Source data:
—————

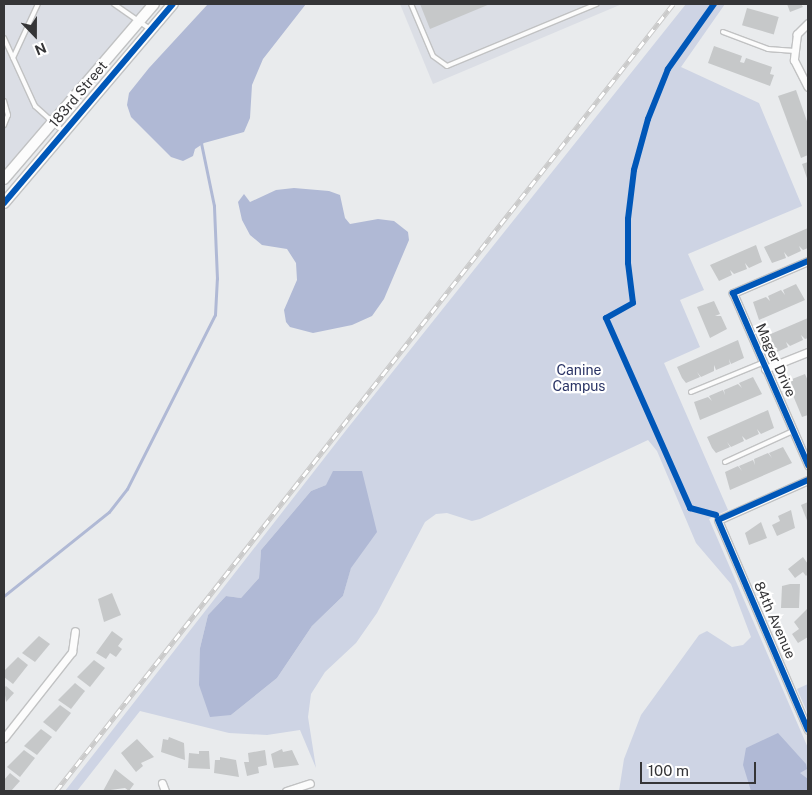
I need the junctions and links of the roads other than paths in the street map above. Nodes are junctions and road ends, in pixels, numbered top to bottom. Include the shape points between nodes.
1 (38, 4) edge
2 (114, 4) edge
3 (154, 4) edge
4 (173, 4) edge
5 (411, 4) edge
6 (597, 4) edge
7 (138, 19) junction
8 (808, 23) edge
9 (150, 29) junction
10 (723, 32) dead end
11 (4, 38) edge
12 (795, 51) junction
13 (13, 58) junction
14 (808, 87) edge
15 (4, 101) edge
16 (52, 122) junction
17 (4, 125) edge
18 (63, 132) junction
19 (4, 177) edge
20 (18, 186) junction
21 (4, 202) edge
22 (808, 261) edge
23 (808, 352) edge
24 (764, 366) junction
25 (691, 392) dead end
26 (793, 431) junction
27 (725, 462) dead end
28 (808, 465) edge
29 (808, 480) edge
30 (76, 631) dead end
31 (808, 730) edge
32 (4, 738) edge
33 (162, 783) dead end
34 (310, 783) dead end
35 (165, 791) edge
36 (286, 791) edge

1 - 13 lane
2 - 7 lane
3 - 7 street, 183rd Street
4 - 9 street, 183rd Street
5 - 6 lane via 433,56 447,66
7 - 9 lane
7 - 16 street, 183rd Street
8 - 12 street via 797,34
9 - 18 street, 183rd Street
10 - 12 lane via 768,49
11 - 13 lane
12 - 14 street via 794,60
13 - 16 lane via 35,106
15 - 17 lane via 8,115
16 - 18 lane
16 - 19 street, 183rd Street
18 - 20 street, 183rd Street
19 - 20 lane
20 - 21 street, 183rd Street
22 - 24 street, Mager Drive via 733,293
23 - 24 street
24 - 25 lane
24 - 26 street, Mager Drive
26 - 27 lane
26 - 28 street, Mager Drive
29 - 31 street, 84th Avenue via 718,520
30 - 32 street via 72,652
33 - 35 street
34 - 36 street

—————

Exercise requirements - All of the lines above must be printed again exactly, and no picture may appear in the copy.

Task result -
I need the junctions and links of the roads other than paths in the street map above. Nodes are junctions and road ends, in pixels, numbered top to bottom. Include the shape points between nodes.
1 (38, 4) edge
2 (114, 4) edge
3 (154, 4) edge
4 (173, 4) edge
5 (411, 4) edge
6 (597, 4) edge
7 (138, 19) junction
8 (808, 23) edge
9 (150, 29) junction
10 (723, 32) dead end
11 (4, 38) edge
12 (795, 51) junction
13 (13, 58) junction
14 (808, 87) edge
15 (4, 101) edge
16 (52, 122) junction
17 (4, 125) edge
18 (63, 132) junction
19 (4, 177) edge
20 (18, 186) junction
21 (4, 202) edge
22 (808, 261) edge
23 (808, 352) edge
24 (764, 366) junction
25 (691, 392) dead end
26 (793, 431) junction
27 (725, 462) dead end
28 (808, 465) edge
29 (808, 480) edge
30 (76, 631) dead end
31 (808, 730) edge
32 (4, 738) edge
33 (162, 783) dead end
34 (310, 783) dead end
35 (165, 791) edge
36 (286, 791) edge

1 - 13 lane
2 - 7 lane
3 - 7 street, 183rd Street
4 - 9 street, 183rd Street
5 - 6 lane via 433,56 447,66
7 - 9 lane
7 - 16 street, 183rd Street
8 - 12 street via 797,34
9 - 18 street, 183rd Street
10 - 12 lane via 768,49
11 - 13 lane
12 - 14 street via 794,60
13 - 16 lane via 35,106
15 - 17 lane via 8,115
16 - 18 lane
16 - 19 street, 183rd Street
18 - 20 street, 183rd Street
19 - 20 lane
20 - 21 street, 183rd Street
22 - 24 street, Mager Drive via 733,293
23 - 24 street
24 - 25 lane
24 - 26 street, Mager Drive
26 - 27 lane
26 - 28 street, Mager Drive
29 - 31 street, 84th Avenue via 718,520
30 - 32 street via 72,652
33 - 35 street
34 - 36 street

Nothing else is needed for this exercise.